● **To do**: Only the number is requested. Tally the lines of the data that hold the string "dead".
▼
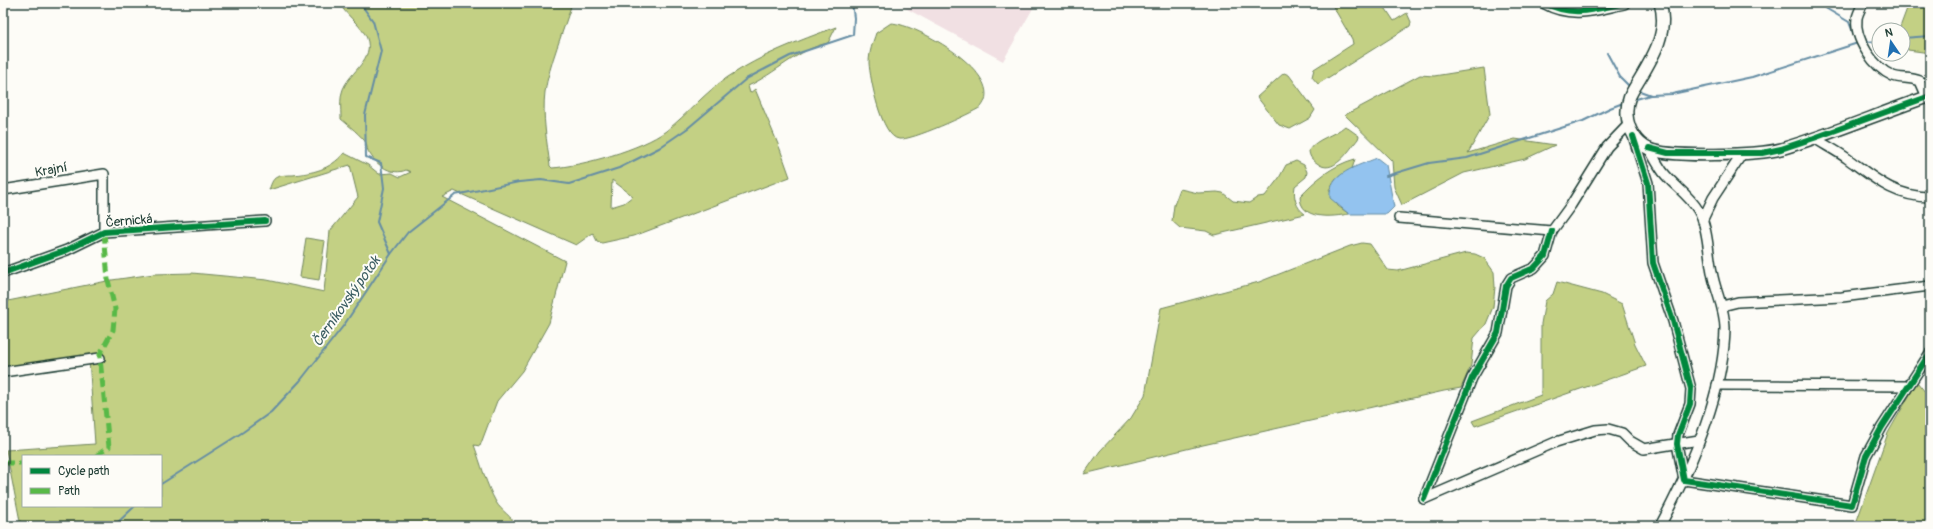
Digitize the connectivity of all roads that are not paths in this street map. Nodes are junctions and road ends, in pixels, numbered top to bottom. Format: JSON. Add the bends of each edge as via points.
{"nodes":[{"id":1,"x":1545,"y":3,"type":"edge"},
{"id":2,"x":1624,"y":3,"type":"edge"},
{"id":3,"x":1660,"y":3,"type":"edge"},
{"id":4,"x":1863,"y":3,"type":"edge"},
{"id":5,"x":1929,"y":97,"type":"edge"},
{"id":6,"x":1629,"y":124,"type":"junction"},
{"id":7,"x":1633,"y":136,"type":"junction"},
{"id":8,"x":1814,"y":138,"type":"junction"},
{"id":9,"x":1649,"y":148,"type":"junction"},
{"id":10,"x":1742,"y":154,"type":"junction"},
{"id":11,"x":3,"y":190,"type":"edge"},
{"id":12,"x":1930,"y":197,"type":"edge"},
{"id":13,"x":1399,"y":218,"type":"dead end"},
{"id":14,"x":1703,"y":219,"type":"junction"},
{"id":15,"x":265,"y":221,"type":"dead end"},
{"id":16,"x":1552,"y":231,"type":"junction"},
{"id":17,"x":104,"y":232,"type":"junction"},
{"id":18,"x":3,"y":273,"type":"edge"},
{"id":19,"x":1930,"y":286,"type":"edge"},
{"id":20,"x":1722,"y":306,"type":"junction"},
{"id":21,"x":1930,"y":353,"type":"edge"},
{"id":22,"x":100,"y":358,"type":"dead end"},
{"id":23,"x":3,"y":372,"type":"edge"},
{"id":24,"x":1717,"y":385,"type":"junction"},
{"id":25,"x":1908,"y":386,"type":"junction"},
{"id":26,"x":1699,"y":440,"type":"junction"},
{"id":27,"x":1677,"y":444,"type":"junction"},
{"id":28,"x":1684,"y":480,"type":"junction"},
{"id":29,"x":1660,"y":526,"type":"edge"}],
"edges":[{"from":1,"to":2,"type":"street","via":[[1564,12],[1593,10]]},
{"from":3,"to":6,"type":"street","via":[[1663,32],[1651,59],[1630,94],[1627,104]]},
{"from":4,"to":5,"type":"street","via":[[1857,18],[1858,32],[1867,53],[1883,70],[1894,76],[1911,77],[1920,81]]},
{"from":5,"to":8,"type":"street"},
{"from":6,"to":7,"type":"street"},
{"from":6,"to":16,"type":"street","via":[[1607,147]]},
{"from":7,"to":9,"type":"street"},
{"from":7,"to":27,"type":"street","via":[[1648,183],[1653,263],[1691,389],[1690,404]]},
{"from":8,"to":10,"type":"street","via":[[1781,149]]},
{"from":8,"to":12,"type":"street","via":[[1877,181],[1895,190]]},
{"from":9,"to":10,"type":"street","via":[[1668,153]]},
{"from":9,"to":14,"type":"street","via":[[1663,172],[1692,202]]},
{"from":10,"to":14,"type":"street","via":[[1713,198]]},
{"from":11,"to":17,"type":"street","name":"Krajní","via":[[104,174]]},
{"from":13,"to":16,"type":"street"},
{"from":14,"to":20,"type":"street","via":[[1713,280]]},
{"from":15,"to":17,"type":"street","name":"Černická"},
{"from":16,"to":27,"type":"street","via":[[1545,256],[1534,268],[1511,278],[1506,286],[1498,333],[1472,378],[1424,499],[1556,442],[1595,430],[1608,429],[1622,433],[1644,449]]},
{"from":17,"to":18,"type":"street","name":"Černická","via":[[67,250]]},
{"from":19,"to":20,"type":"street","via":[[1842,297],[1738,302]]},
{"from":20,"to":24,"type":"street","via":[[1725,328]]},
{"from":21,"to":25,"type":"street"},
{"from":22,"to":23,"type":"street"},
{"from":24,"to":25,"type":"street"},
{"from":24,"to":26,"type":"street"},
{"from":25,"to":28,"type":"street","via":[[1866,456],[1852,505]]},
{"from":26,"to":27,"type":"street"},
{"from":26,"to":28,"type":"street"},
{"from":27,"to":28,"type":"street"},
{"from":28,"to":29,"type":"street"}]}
▲
▼
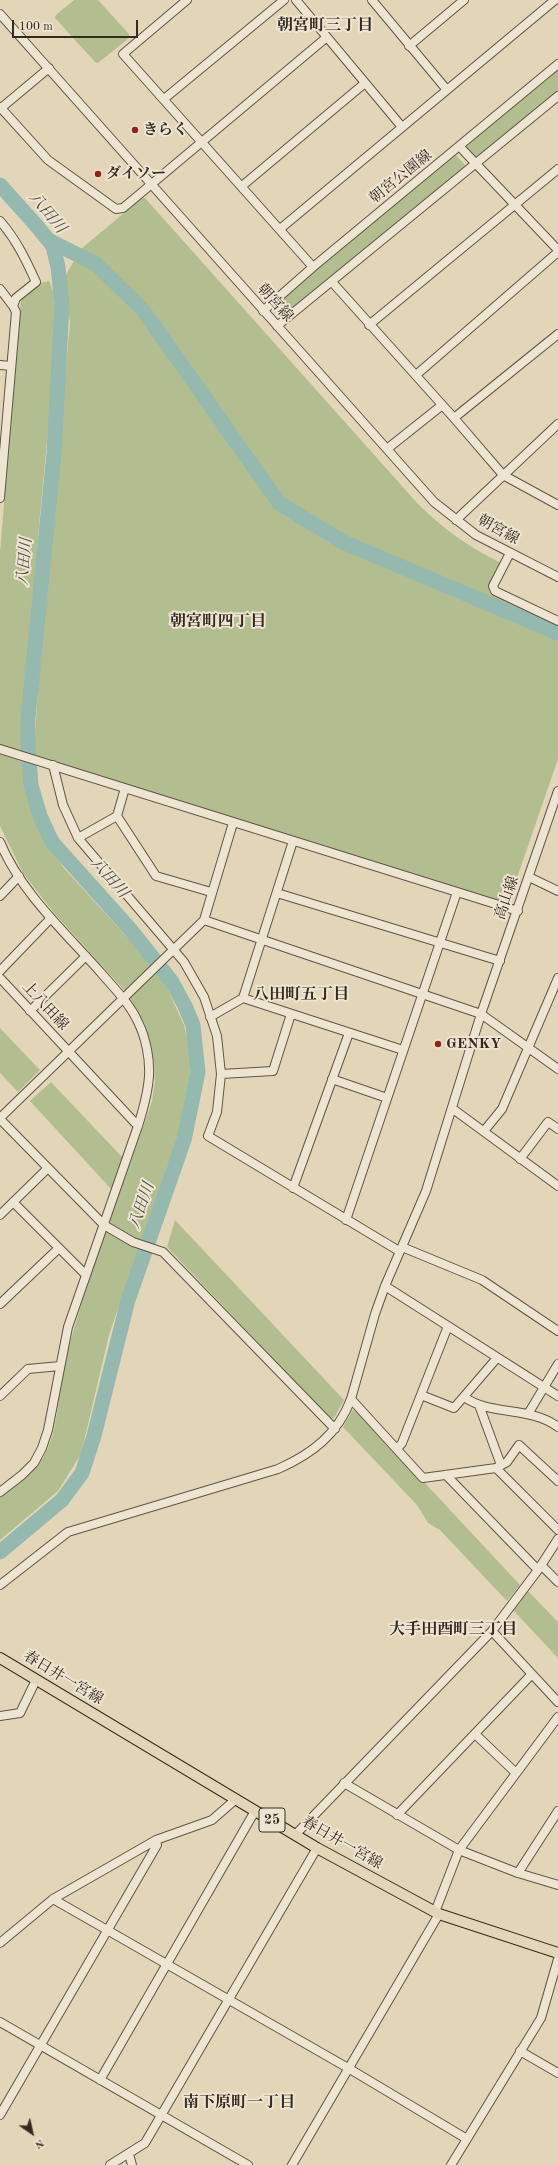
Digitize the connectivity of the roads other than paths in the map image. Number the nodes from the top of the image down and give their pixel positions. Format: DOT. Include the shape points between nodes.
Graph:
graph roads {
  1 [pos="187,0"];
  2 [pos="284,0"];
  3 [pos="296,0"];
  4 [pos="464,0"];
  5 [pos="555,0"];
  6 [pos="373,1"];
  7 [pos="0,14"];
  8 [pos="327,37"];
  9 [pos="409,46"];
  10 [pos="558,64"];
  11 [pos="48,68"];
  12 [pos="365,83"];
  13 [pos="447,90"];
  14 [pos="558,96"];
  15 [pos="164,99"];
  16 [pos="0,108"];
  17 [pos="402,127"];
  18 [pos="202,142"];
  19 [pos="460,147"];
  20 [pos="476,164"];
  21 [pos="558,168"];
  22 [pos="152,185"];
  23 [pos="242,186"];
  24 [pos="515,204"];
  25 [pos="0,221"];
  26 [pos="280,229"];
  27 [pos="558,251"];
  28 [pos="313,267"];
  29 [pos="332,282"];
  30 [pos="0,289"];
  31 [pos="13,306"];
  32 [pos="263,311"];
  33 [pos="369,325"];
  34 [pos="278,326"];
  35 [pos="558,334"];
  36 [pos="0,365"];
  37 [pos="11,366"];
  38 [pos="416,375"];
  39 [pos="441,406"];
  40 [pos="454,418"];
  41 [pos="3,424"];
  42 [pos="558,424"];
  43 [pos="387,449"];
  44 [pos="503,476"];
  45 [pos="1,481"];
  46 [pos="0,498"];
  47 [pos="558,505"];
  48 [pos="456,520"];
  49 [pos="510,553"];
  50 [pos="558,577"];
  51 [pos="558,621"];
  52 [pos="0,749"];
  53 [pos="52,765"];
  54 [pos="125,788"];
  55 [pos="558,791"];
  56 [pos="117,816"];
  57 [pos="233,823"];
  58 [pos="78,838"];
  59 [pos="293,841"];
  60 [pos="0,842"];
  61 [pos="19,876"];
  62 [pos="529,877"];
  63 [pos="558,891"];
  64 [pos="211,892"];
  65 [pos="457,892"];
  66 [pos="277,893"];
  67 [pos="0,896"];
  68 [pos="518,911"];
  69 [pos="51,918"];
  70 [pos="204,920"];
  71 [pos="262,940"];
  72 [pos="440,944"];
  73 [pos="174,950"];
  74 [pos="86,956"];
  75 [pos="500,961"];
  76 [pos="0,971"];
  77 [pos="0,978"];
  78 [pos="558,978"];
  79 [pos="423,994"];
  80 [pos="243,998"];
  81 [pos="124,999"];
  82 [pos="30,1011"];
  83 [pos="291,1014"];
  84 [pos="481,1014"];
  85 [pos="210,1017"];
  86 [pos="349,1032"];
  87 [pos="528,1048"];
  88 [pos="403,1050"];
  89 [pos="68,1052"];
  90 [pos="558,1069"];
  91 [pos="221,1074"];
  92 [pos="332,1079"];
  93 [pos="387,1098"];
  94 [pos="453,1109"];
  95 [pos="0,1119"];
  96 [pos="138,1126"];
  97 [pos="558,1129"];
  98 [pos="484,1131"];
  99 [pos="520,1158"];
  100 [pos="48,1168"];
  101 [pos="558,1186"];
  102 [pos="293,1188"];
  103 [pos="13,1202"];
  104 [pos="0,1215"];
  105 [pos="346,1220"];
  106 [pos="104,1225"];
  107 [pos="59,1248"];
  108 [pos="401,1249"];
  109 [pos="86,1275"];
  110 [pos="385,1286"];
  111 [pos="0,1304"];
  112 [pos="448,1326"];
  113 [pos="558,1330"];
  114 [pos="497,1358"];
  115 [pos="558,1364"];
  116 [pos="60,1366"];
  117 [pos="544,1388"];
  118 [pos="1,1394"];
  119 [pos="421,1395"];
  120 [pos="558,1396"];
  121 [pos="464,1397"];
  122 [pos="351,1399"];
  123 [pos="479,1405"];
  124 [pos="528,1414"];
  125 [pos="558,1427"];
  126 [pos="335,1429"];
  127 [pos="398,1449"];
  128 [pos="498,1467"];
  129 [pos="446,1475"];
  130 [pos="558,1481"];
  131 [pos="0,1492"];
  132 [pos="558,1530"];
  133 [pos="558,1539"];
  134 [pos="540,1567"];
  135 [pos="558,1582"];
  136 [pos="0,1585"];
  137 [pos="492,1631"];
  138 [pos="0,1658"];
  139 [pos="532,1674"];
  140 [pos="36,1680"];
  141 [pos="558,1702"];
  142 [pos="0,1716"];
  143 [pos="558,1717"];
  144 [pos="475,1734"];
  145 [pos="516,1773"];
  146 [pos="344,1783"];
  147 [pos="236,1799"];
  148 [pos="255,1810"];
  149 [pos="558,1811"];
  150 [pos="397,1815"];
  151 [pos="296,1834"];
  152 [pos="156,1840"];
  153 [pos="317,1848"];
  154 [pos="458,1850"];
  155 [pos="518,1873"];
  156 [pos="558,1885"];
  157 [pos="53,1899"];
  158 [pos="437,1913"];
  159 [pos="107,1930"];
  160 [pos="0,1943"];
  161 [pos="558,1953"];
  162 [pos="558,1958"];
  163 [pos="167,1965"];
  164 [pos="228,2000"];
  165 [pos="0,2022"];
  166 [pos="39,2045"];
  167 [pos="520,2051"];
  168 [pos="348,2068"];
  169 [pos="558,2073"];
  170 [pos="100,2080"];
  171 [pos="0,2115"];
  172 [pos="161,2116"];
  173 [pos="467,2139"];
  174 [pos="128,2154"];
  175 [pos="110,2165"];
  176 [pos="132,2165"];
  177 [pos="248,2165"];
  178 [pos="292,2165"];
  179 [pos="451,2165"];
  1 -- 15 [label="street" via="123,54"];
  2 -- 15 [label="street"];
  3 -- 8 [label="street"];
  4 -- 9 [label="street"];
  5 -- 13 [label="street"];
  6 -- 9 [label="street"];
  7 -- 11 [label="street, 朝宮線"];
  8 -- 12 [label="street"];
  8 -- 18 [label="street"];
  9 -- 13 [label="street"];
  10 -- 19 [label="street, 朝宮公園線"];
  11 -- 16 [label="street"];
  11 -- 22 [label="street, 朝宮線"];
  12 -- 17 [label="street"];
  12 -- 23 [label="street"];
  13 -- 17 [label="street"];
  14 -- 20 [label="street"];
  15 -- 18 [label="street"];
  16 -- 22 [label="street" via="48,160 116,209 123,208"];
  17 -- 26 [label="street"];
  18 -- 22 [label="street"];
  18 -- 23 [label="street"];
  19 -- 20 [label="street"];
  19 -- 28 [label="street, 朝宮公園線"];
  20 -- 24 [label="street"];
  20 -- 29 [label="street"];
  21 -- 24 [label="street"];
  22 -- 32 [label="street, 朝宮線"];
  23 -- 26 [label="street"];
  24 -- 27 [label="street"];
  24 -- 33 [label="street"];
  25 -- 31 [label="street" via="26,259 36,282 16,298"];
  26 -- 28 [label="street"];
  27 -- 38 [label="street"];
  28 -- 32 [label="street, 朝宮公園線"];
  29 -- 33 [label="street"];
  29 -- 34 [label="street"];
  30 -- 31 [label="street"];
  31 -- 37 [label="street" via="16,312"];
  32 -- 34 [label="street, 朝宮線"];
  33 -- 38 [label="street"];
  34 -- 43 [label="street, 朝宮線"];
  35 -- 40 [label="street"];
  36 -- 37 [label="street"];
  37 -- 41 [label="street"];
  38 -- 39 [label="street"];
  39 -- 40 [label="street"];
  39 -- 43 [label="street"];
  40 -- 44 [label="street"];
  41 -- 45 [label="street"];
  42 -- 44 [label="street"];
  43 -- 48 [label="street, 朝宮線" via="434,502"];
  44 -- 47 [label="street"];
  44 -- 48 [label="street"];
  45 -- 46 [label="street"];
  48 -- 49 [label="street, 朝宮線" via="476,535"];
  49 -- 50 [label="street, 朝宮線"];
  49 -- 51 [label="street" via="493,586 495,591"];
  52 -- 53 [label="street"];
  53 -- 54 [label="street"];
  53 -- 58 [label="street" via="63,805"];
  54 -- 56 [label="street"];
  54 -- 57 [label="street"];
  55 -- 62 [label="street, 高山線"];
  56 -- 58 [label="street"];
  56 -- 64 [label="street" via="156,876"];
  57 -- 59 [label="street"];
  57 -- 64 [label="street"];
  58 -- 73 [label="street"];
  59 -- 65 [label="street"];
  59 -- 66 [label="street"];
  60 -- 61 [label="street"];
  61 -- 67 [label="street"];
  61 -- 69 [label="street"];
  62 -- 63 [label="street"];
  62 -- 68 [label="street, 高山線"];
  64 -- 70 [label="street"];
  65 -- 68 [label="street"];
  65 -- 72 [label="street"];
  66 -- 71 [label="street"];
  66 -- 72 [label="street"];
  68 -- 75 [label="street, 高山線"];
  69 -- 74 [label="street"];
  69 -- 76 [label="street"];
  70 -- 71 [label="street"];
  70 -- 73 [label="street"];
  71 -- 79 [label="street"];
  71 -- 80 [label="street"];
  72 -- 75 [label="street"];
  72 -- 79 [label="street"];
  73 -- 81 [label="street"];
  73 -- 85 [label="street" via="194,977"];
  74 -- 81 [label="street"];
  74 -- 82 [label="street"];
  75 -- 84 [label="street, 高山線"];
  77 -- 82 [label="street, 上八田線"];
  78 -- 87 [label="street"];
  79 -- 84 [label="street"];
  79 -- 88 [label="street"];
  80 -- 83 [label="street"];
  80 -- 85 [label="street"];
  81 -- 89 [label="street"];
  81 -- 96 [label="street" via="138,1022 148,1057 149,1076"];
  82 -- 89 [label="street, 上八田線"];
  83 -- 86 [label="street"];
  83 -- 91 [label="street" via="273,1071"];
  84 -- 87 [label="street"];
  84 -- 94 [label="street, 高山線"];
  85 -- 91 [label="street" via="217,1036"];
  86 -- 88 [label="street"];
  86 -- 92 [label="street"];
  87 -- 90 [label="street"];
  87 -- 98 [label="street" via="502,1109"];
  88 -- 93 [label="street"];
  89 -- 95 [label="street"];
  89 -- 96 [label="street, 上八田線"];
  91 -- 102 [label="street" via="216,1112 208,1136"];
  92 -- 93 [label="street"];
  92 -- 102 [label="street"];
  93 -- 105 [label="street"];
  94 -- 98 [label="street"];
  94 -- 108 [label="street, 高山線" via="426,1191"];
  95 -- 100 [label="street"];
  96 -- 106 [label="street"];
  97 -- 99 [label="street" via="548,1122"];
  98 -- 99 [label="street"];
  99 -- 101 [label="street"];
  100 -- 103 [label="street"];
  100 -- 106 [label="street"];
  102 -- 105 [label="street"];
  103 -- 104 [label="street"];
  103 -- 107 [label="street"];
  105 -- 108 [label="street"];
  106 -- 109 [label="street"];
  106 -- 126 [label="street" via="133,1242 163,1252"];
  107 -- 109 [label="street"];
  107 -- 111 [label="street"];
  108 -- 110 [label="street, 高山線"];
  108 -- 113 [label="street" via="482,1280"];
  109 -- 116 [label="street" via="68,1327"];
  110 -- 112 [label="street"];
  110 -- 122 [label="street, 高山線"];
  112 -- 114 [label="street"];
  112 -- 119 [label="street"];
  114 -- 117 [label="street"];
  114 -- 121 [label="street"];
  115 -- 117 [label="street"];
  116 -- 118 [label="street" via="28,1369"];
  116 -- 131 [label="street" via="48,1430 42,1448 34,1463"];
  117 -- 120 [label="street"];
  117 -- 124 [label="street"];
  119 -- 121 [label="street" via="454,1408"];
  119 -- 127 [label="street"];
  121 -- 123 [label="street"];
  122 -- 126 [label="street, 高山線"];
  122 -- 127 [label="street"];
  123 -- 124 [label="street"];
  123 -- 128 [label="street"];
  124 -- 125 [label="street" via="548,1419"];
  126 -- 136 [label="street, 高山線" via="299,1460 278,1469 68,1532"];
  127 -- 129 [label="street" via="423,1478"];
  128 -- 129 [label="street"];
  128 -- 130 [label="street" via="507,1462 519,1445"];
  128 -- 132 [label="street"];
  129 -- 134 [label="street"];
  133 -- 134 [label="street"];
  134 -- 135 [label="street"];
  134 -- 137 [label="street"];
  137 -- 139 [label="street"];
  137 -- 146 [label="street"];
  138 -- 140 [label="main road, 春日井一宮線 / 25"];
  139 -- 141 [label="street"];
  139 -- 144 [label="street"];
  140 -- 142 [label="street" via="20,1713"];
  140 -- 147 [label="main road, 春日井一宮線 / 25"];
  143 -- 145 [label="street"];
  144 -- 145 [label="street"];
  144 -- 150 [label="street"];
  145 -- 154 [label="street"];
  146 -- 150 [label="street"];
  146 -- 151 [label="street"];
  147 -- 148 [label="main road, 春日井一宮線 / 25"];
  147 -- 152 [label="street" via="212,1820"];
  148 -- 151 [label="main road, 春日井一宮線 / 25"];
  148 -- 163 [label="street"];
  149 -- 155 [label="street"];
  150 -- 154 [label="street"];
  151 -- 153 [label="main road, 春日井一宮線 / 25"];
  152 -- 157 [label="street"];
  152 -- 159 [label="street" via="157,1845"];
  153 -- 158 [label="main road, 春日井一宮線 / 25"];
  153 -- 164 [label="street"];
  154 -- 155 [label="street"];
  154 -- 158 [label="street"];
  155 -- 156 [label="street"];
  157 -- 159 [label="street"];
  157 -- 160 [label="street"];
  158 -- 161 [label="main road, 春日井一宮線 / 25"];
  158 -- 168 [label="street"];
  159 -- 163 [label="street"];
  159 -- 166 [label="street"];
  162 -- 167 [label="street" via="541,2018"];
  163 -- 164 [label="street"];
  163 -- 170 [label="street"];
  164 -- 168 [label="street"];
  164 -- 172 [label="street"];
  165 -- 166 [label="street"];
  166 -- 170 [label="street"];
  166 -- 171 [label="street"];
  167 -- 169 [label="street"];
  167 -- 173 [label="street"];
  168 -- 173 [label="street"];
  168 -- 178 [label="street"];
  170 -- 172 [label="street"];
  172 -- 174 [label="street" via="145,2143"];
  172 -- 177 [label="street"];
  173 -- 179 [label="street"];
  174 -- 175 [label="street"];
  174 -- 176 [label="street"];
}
▲
● **Your response**: 3